New Delhi: A senior US government official said Wednesday that the United States will work closely with India in the Indian Ocean region to ensure the freedom and openness of the Indo-Pacific and enhance India’s operational capabilities in the face of increasing Chinese naval activities.
The PLA’s activities in areas ranging from the Line of Actual Control (LAC) to the South China Sea and Indian Ocean fit a pattern of behavior aimed at undermining the rules-based order and attempting change, the official said on condition of anonymity.
At the same time, the US is focused on helping India modernize its military and support the country’s domestication agenda, as this fits in with US plans to help India’s armed forces break its reliance on Russian-origin equipment and platforms said the officer. These efforts will also lead to greater integration of the defense industries of both sides.
Although India’s response to the Russian invasion of Ukraine contradicted the responses of the other members of the security dialogue quad – Australia, Japan and the United States – the official made it clear that it would not pose a “major obstacle” to cooperation within the group .
“The operational environment in the Indian Ocean region is changing in part due to increased PLA activity. This is an area where we are interested in strengthening India’s capabilities and troop deployment capabilities and deepening our bilateral cooperation both operationally and in information sharing.”, the official said.
“When I look at what the People’s Liberation Army is doing in the Indian Ocean, what they’re doing in Latin America and the Caribbean, I see that it’s part of a pattern of behavior that’s related to what’s happening in the South China Sea, Taiwan Straits, the East China Sea — a country where you have the intention and ability to subvert a rules-based regime and seek to change the status quo through coercion.”
The United States also has concerns about the PLA’s facilities in third countries and its “ability to use economic and military tools for coercive purposes against countries in the region.” The official said the recently signed China-Solomon Islands secret security deal was “part of a pattern of behavior” and it was clear that the PLA was “looking for facilities overseas wherever they can get them and that includes South Asia.”

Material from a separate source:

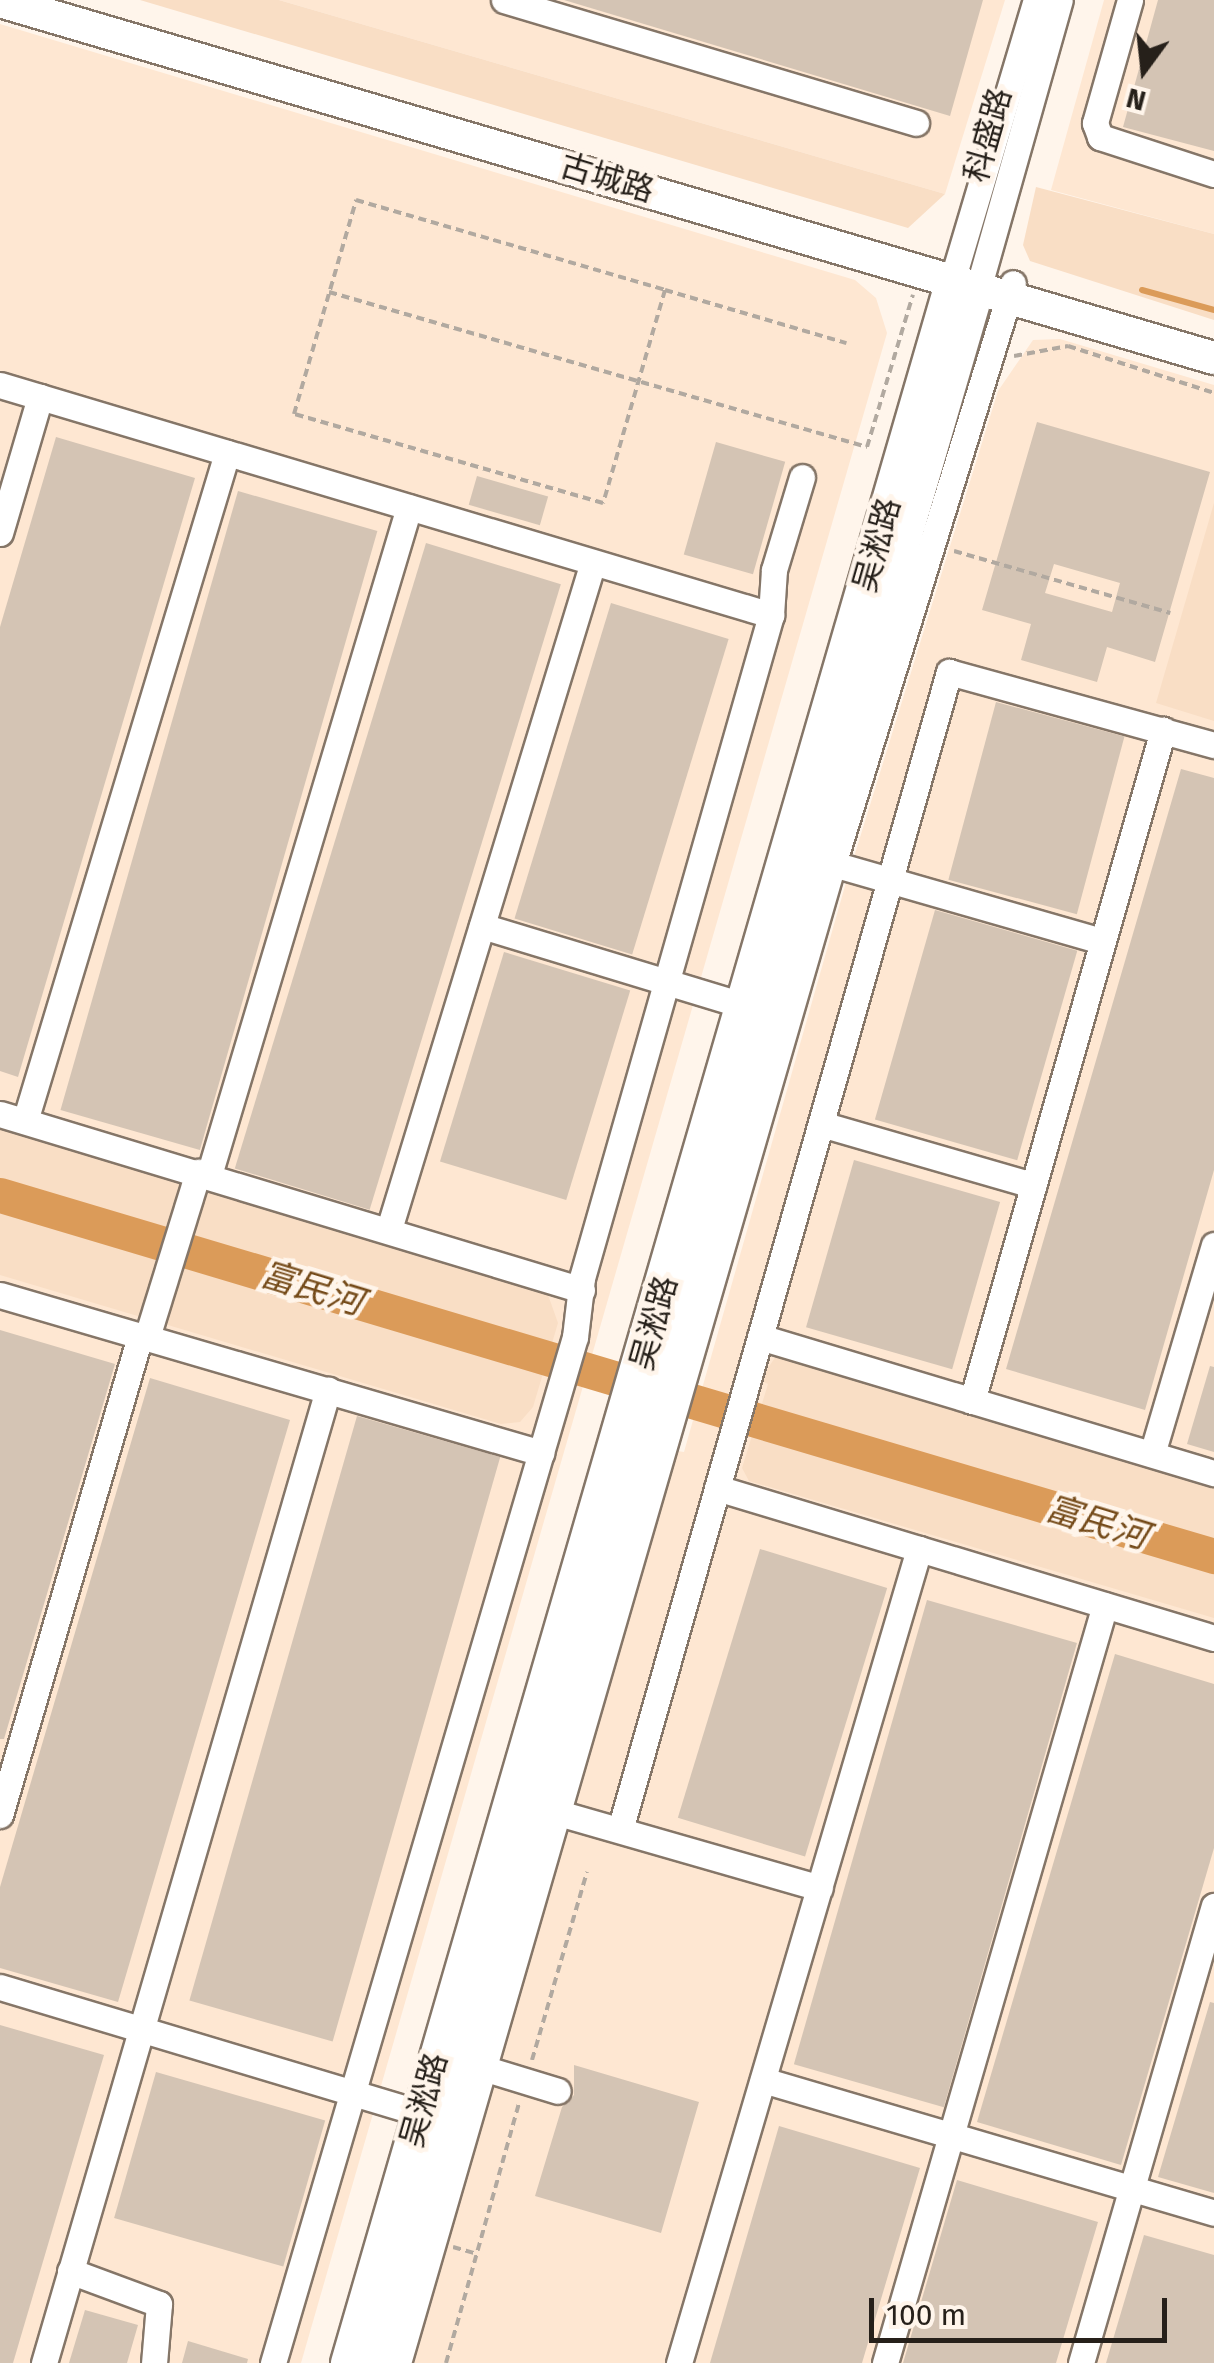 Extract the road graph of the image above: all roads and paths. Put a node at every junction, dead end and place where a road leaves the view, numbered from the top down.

Describing the relationship with India as “one of the most important bilateral ties in the world” and one of the “most important” ties of the Biden administration, the official said the US side is very focused on helping India modernize its military and India to support . Localization of parties in armaments production.
The official noted that India’s resettlement agenda corresponds to a move away from Russian equipment, an “ongoing trend” and the US “will look for ways to support that agenda.”
India is facing increasing pressure from the United States over its ties with Russia following the Ukraine crisis. US Undersecretary for Political Affairs Victoria Nuland, during a visit to New Delhi in March, hinted at providing Soviet-era equipment and parts to keep India away from Russian military equipment.
When asked specifically whether the differences in the Ukraine crisis will affect the Quartet’s work, the US official replied: “I don’t think this will be a major obstacle to cooperation in the Quartet. We recognize that India has a long relationship. and complex relations with Russia.”
“We also have a very broad relationship with India, where we work cross-divisionally on a number of issues. Of course, we don’t agree on all issues, but we communicate closely on this matter.”
The official also said the United States has not yet made a decision on the issue of secondary sanctions under the Countering America’s Adversaries Through Sanctions Act (CAATSA) over India’s $5.4 billion deal to acquire the S-400 air defense system from Russia .
The recent 2+2 meetings of defense and foreign ministers of India and the United States have given impetus to efforts to expand defense ties and work on the joint development and co-production of military technologies and platforms. Collaboration will also expand to new areas such as artificial intelligence, internet, aerospace and maritime awareness.
The project is being accelerated under the Defense Technology and Trade Initiative (DTTI) and there have been “very strong signals” from leadership on both sides to ensure progress, including bureaucratic constraints hampering technology transfer. The official said the US Office of Naval Research is looking at opportunities to hire experts and engineers in India to work with their peers on joint development and production.